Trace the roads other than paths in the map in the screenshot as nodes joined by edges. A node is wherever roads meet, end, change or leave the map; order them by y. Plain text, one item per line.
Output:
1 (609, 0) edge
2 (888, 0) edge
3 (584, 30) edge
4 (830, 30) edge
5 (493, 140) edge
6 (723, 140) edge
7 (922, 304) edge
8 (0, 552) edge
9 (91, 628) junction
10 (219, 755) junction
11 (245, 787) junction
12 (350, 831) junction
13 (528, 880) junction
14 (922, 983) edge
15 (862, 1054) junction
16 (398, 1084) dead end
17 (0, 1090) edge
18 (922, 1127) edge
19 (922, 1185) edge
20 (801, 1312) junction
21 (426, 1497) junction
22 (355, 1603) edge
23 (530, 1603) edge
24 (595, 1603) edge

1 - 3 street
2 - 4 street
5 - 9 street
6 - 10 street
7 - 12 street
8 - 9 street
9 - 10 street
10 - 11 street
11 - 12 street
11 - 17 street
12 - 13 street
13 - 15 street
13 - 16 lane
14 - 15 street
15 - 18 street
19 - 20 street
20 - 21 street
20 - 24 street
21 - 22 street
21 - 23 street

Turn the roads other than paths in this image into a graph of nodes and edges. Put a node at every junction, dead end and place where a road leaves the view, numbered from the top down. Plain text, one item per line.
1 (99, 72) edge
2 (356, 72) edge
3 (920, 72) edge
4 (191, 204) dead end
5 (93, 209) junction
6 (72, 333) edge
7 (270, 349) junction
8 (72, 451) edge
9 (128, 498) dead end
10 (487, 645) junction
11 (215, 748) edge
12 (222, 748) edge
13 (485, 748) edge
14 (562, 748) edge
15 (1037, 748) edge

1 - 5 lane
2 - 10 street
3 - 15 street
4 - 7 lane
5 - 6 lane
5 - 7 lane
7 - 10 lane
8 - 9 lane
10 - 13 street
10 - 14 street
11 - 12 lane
*****
Required action: Every line of the data is to be printed again exactly.

Answer to the exercise:
Trace the roads other than paths in the map in the screenshot as nodes joined by edges. A node is wherever roads meet, end, change or leave the map; order them by y. Plain text, one item per line.
Output:
1 (609, 0) edge
2 (888, 0) edge
3 (584, 30) edge
4 (830, 30) edge
5 (493, 140) edge
6 (723, 140) edge
7 (922, 304) edge
8 (0, 552) edge
9 (91, 628) junction
10 (219, 755) junction
11 (245, 787) junction
12 (350, 831) junction
13 (528, 880) junction
14 (922, 983) edge
15 (862, 1054) junction
16 (398, 1084) dead end
17 (0, 1090) edge
18 (922, 1127) edge
19 (922, 1185) edge
20 (801, 1312) junction
21 (426, 1497) junction
22 (355, 1603) edge
23 (530, 1603) edge
24 (595, 1603) edge

1 - 3 street
2 - 4 street
5 - 9 street
6 - 10 street
7 - 12 street
8 - 9 street
9 - 10 street
10 - 11 street
11 - 12 street
11 - 17 street
12 - 13 street
13 - 15 street
13 - 16 lane
14 - 15 street
15 - 18 street
19 - 20 street
20 - 21 street
20 - 24 street
21 - 22 street
21 - 23 street

Turn the roads other than paths in this image into a graph of nodes and edges. Put a node at every junction, dead end and place where a road leaves the view, numbered from the top down. Plain text, one item per line.
1 (99, 72) edge
2 (356, 72) edge
3 (920, 72) edge
4 (191, 204) dead end
5 (93, 209) junction
6 (72, 333) edge
7 (270, 349) junction
8 (72, 451) edge
9 (128, 498) dead end
10 (487, 645) junction
11 (215, 748) edge
12 (222, 748) edge
13 (485, 748) edge
14 (562, 748) edge
15 (1037, 748) edge

1 - 5 lane
2 - 10 street
3 - 15 street
4 - 7 lane
5 - 6 lane
5 - 7 lane
7 - 10 lane
8 - 9 lane
10 - 13 street
10 - 14 street
11 - 12 lane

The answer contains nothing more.